Condemned to a grim and
solitary morning, I decided to take a walk alone around our quite long block.
When I reached the corner where Clara’s grocery store was, I checked my
immediate finances and found that I had two dimes in the pocket of my stiff
blue dungarees. This would be as good an opportunity as any to test my stomach
for the hours to come, when the heavy mourning climate of Good Friday (what was
good about it, I wondered, since, beyond how it was sucking for me personally, it
clearly hadn’t been a good day for Jesus of Nazareth) would give way to the
joyous celebration of the Resurrection and the advent of Life Everlasting.
About that, I realized, it was all a matter of faith, but there could be no
doubting that Jesus so put the fear of God into his Roman murderers that the
Holy Roman Empire would eventually come full circle and become the very seat of
Christendom.
Inside Clara’s store, I calculated what my two dimes would buy. I could get a Payday peanut caramel bar for a nickel, which meant that if I also got a six-ounce Coke and drank it there so I didn’t have to pay a one-cent deposit on the bottle, I’d still have a dime left. On a whim, I decided to blow the other dime on caps. For that money, I could get a five-roll box. A hundred shots per roll.
Once I’d made my
purchase, I sat on the grocery store steps drinking my Coke and enjoying my
Payday. It was only then that I realized I had nothing to shoot my caps with
because my cap gun was lying broken at the bottom of our toy chest. Out of sheer
boredom, I could think of nothing better to do than go home, find a nice-sized
rock in the garden, and sit down on the curb to fire my caps by smacking them
with the rock.
At first, I popped them
one at a time. But if one was that loud, how would two sound? So I folded one over another and smacked two at a time. The effect was so much more satisfying.

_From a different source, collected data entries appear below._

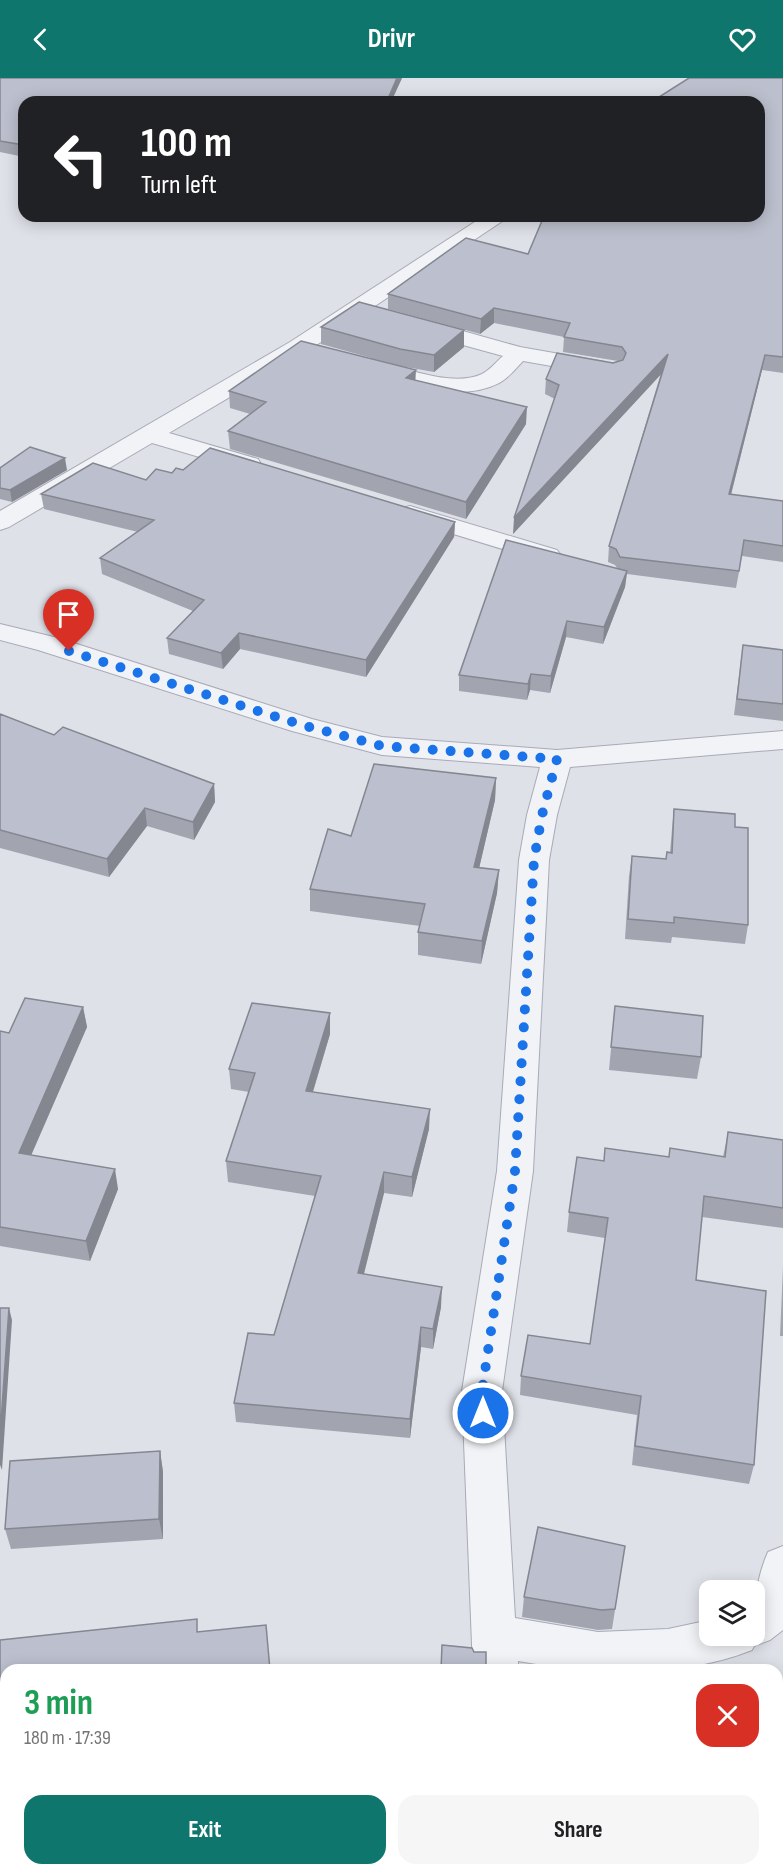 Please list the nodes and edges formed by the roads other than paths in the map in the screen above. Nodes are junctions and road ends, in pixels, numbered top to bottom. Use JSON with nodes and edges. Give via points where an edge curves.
{"nodes":[{"id":1,"x":488,"y":222,"type":"edge"},
{"id":2,"x":357,"y":309,"type":"junction"},
{"id":3,"x":380,"y":315,"type":"edge"},
{"id":4,"x":402,"y":321,"type":"edge"},
{"id":5,"x":298,"y":347,"type":"junction"},
{"id":6,"x":518,"y":353,"type":"junction"},
{"id":7,"x":612,"y":369,"type":"edge"},
{"id":8,"x":149,"y":434,"type":"junction"},
{"id":9,"x":274,"y":472,"type":"edge"},
{"id":10,"x":388,"y":507,"type":"edge"},
{"id":11,"x":0,"y":522,"type":"edge"},
{"id":12,"x":570,"y":562,"type":"edge"},
{"id":13,"x":0,"y":632,"type":"edge"},
{"id":14,"x":783,"y":740,"type":"edge"},
{"id":15,"x":557,"y":759,"type":"junction"},
{"id":16,"x":783,"y":1566,"type":"edge"},
{"id":17,"x":765,"y":1617,"type":"edge"},
{"id":18,"x":699,"y":1643,"type":"edge"},
{"id":19,"x":495,"y":1653,"type":"edge"}],
"edges":[{"from":1,"to":2,"type":"street"},
{"from":2,"to":3,"type":"street"},
{"from":2,"to":5,"type":"street"},
{"from":4,"to":6,"type":"street"},
{"from":5,"to":6,"type":"street","via":[[439,383],[472,384],[491,378]]},
{"from":5,"to":8,"type":"street"},
{"from":6,"to":7,"type":"street"},
{"from":8,"to":9,"type":"street"},
{"from":8,"to":11,"type":"street"},
{"from":10,"to":12,"type":"street"},
{"from":13,"to":15,"type":"street","via":[[382,746]]},
{"from":14,"to":15,"type":"street"},
{"from":15,"to":19,"type":"street","via":[[534,860],[515,1171],[482,1391]]},
{"from":16,"to":17,"type":"street","via":[[775,1610]]},
{"from":18,"to":19,"type":"street","via":[[668,1650]]}]} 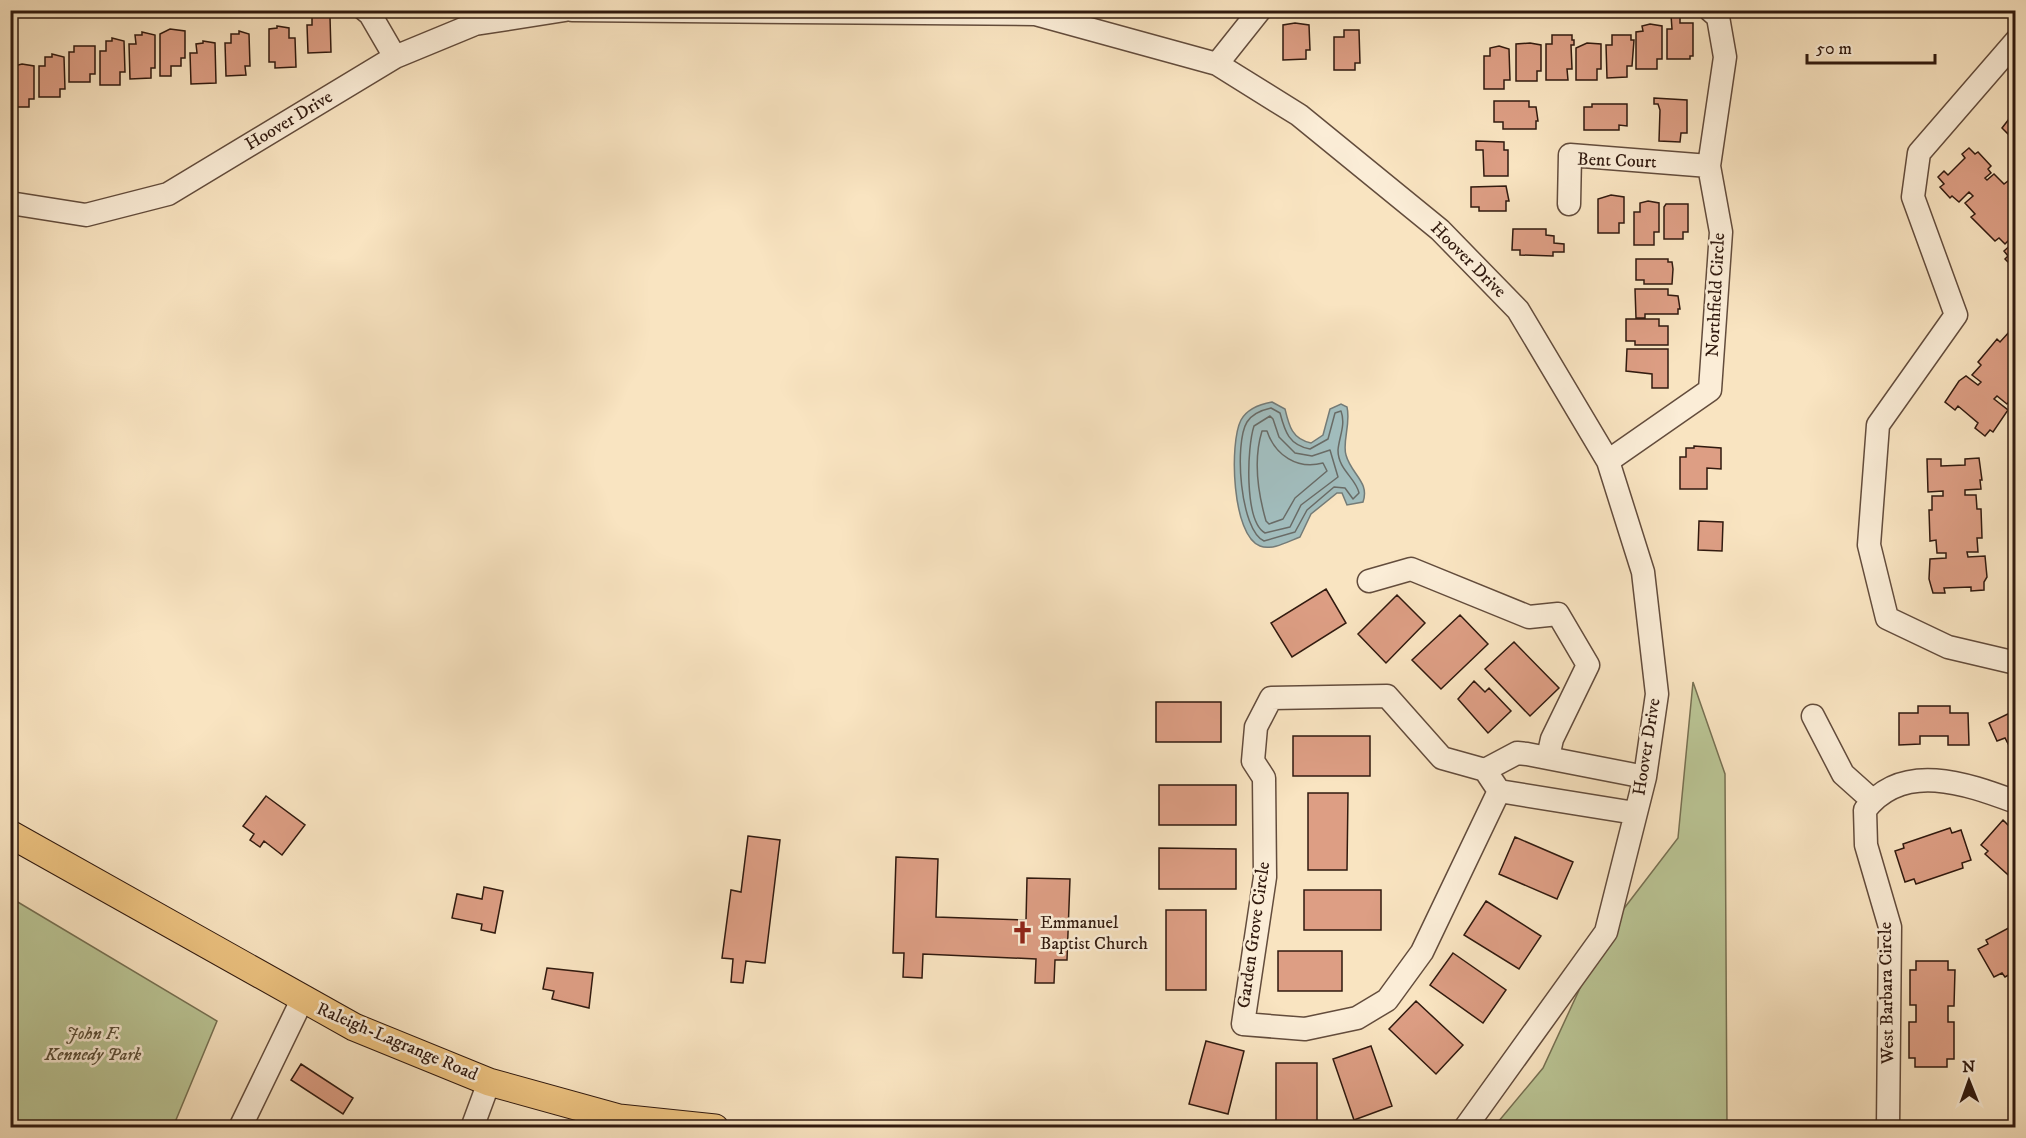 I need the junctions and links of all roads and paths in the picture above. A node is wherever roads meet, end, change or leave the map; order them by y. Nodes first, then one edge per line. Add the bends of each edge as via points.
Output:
1 (365, 10) edge
2 (565, 10) edge
3 (572, 10) edge
4 (1260, 10) edge
5 (1710, 10) edge
6 (2016, 41) edge
7 (395, 57) junction
8 (1217, 64) junction
9 (1709, 166) junction
10 (10, 203) edge
11 (1569, 204) dead end
12 (1608, 461) junction
13 (1369, 581) dead end
14 (2016, 663) edge
15 (1813, 716) dead end
16 (1548, 757) junction
17 (1485, 770) junction
18 (1645, 777) junction
19 (1499, 791) junction
20 (1872, 800) junction
21 (2016, 802) edge
22 (1635, 813) junction
23 (10, 834) edge
24 (302, 1000) junction
25 (489, 1082) junction
26 (240, 1128) edge
27 (472, 1128) edge
28 (715, 1128) edge
29 (1465, 1128) edge
30 (1888, 1128) edge

1 - 7 street
2 - 7 street, Hoover Drive via 475,24
3 - 8 street, Hoover Drive via 1035,14
4 - 8 street
5 - 9 street, Northfield Circle via 1718,17 1725,57
6 - 14 street via 1919,153 1914,197 1956,315 1878,424 1869,545 1887,618 1948,647
7 - 10 street, Hoover Drive via 168,194 86,215
8 - 12 street, Hoover Drive via 1299,115 1440,230 1518,310
9 - 11 street, Bent Court via 1570,155
9 - 12 street, Northfield Circle via 1721,231 1710,390
12 - 18 street, Hoover Drive via 1643,572 1657,694
13 - 16 street via 1411,569 1529,617 1558,614 1588,666 1552,739
15 - 20 street via 1843,774
16 - 17 street via 1516,753
16 - 18 street
17 - 19 street
17 - 19 street, Garden Grove Circle via 1442,758 1387,696 1271,698 1256,728 1253,761 1264,778 1265,877 1242,1024 1305,1029 1357,1018 1387,1000 1422,952
18 - 22 street, Hoover Drive
19 - 22 street
20 - 21 street via 1889,788 1921,779 1972,786
20 - 30 street, West Barbara Circle via 1865,810 1866,844 1890,927
22 - 29 street, Hoover Drive via 1606,932
23 - 24 main road, Raleigh-Lagrange Road
24 - 25 main road, Raleigh-Lagrange Road via 354,1028
24 - 26 street
25 - 27 street
25 - 28 main road, Raleigh-Lagrange Road via 632,1121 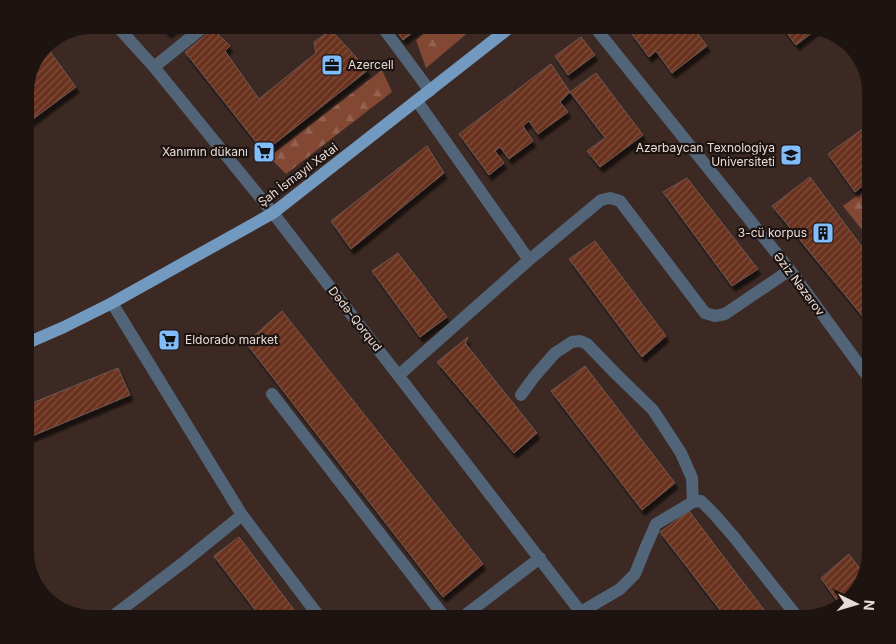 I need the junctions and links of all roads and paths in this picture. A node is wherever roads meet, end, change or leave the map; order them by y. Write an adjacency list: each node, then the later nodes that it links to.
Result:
1 (124, 34): 6 (street, Dədə-Qorqud)
2 (195, 34): 6 (street)
3 (388, 34): 7 (street)
4 (502, 34): 7 (main road, Şah İsmayıl Xətai)
5 (600, 34): 11 (street, Əziz Nəzərov)
6 (154, 67): 9 (street, Dədə-Qorqud)
7 (430, 91): 8 (main road, Şah İsmayıl Xətai)
8 (417, 101): 9 (main road, Şah İsmayıl Xətai); 10 (street)
9 (273, 213): 12 (main road, Şah İsmayıl Xətai); 15 (street, Dədə-Qorqud)
10 (529, 260): 11 (street); 15 (street)
11 (790, 270): 14 (street, Əziz Nəzərov)
12 (112, 303): 13 (main road, Şah İsmayıl Xətai); 19 (street)
13 (34, 340)
14 (862, 369)
15 (399, 375): 20 (street, Dədə-Qorqud)
16 (272, 394): 23 (street)
17 (521, 395): 18 (street)
18 (693, 502): 26 (street); 27 (street)
19 (242, 515): 21 (street); 22 (street)
20 (540, 558): 24 (street); 25 (street, Dədə-Qorqud)
21 (121, 610)
22 (314, 610)
23 (439, 610)
24 (472, 610)
25 (581, 610)
26 (595, 610)
27 (792, 610) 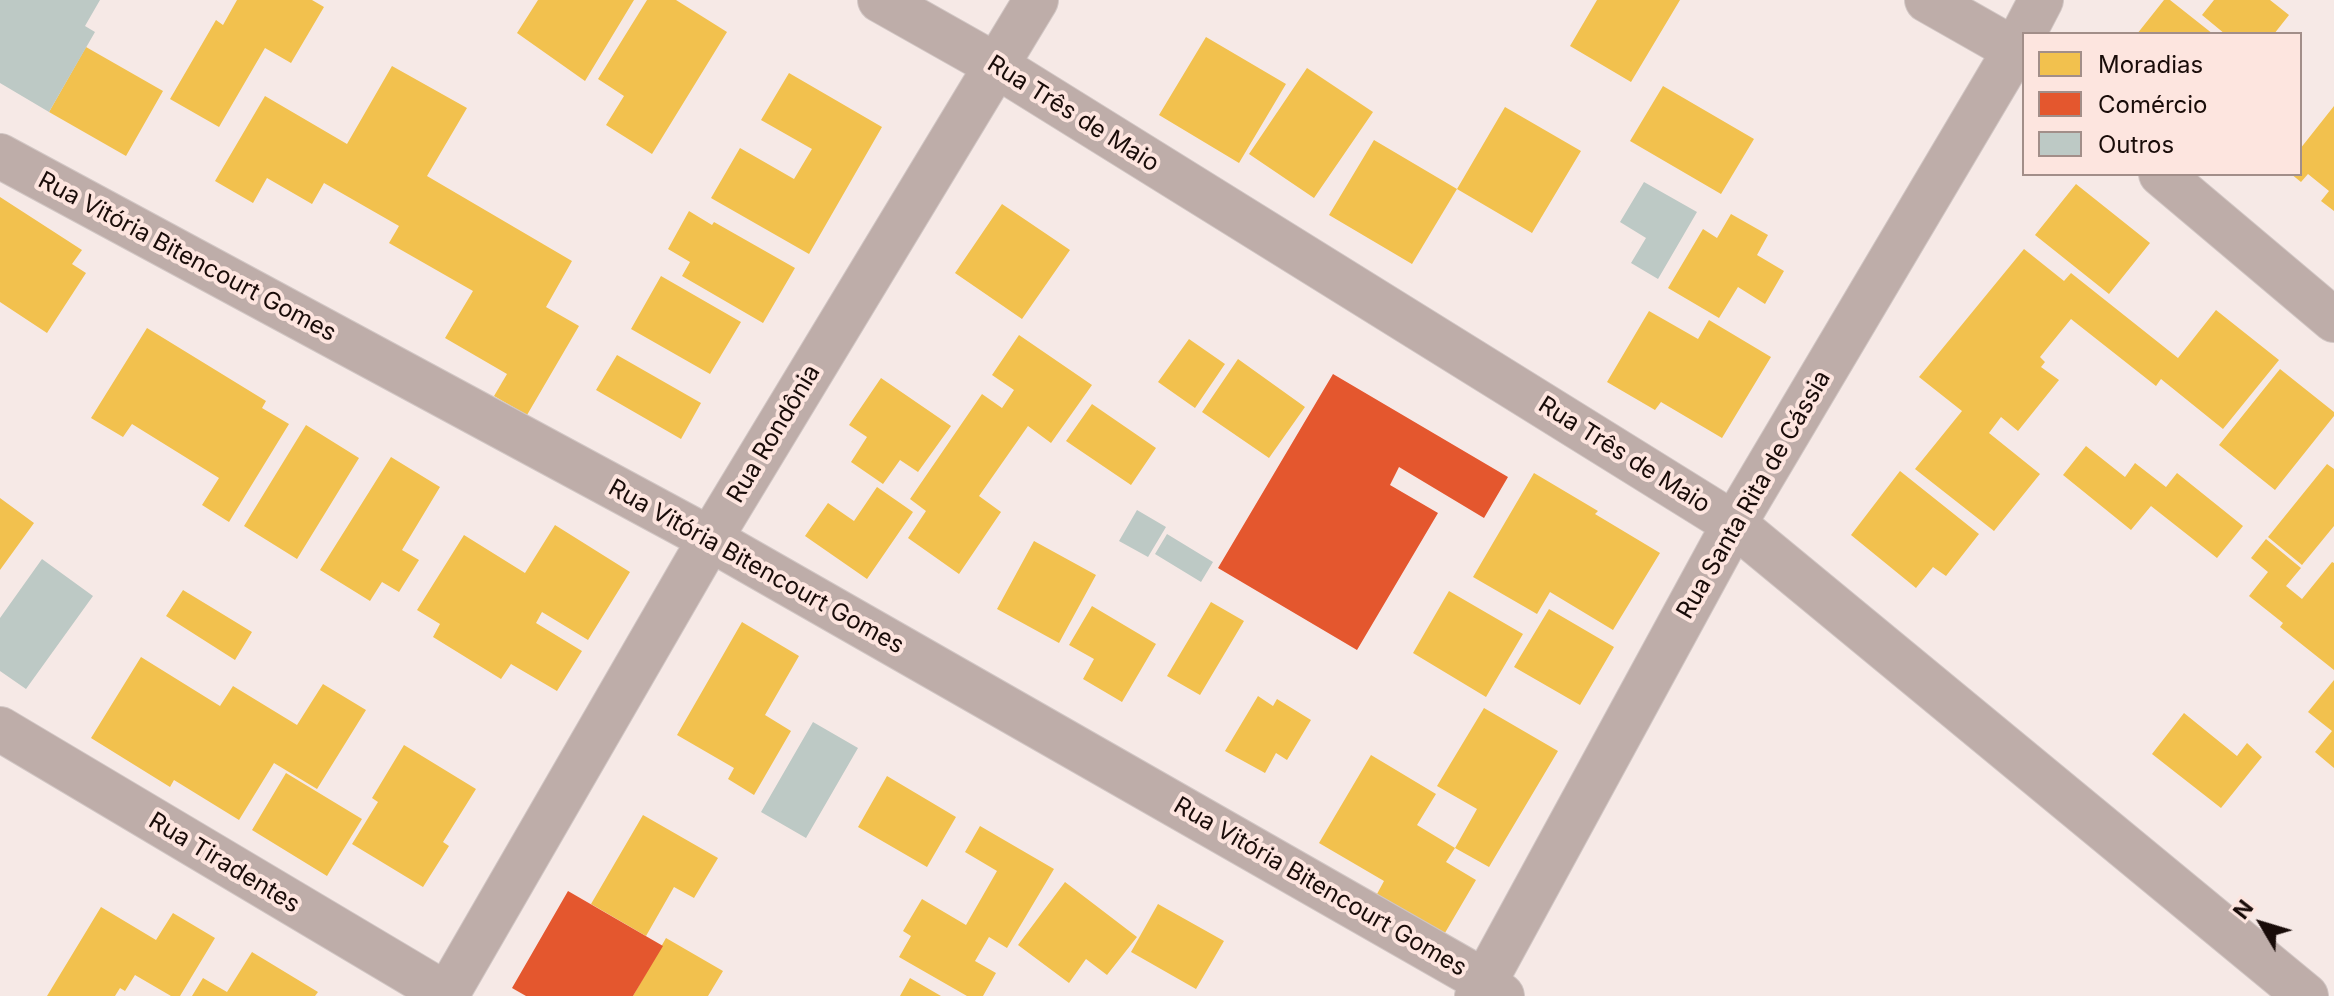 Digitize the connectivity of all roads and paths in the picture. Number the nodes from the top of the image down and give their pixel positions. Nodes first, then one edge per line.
1 (880, 0) edge
2 (1036, 0) edge
3 (1927, 0) edge
4 (2041, 0) edge
5 (2028, 32) edge
6 (2019, 54) edge
7 (997, 66) junction
8 (0, 156) edge
9 (2163, 176) edge
10 (2334, 320) edge
11 (1734, 524) junction
12 (710, 539) junction
13 (0, 729) edge
14 (1488, 991) edge
15 (447, 996) edge
16 (2306, 996) edge

1 - 7 street, Rua Três de Maio
2 - 7 street, Rua Rondônia
3 - 6 street
4 - 5 street, Rua Santa Rita de Cássia
6 - 11 street, Rua Santa Rita de Cássia
7 - 11 street, Rua Três de Maio
7 - 12 street, Rua Rondônia
8 - 12 street, Rua Vitória Bitencourt Gomes
9 - 10 street
11 - 14 street, Rua Santa Rita de Cássia
11 - 16 street, Rua Três de Maio
12 - 14 street, Rua Vitória Bitencourt Gomes
12 - 15 street, Rua Rondônia
13 - 15 street, Rua Tiradentes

So what might four or five sound like? And on and on I went, until, inevitably,
I decided to slam my rock down hard on an entire roll. This, I told myself, was
going to be loud! Only thing was,
what about Good Friday? Wasn’t busting an entire roll of caps at once and
making a helluva loud bang a bad thing to do? Wasn’t it maybe even sacrilegious?
I said to hell with it,
brought my rock down with all my might, and immediately got an answer to my
query. Red-hot powder from the deafening blast shot fire from under the rock
and scorched the tips of my fingers black. My sinful ways had been avenged, and
just in time for a violent electrical storm that broke above me and drove me
scurrying home to hide in fear and shame.
Yesterday was a
different kind of Good Friday. A day so beautiful in the fall-fragrant Patagonian
woodland that near sunset, standing panting and sweaty next to my freshly
loaded truck and seeing the sun sparkling like droplets of gold on the surface
of the lake just visible through the trees caused a knot to catch in my throat
and tears to well up in my eyes. What a truly beautiful world it was when you
could hide away where Humankind wasn’t running rampant and doing its damnedest
to end it all. It was the first time all day that I thought of the horrors
unfolding in Ukraine, and reflected that even after the living hells of two
world wars, and of all the horrific wars since, men were yet again seeking to
burn it all down, to use mass violence and murder to satisfy some diabolical
thirst for unlimited power. To seek, in short, to play God in a game that could
only end in self-destruction.
There was no way for
someone of my limited intelligence and spirit to even remotely understand the
power of the cosmos or the Plan of some Higher Being, if either existed and
this wasn’t all just random. But if one did, it was hard to imagine, even on a
Good Friday this indescribably good, how any attempt, divine or otherwise, to
save humans from themselves wouldn’t end up proving a fool’s mission.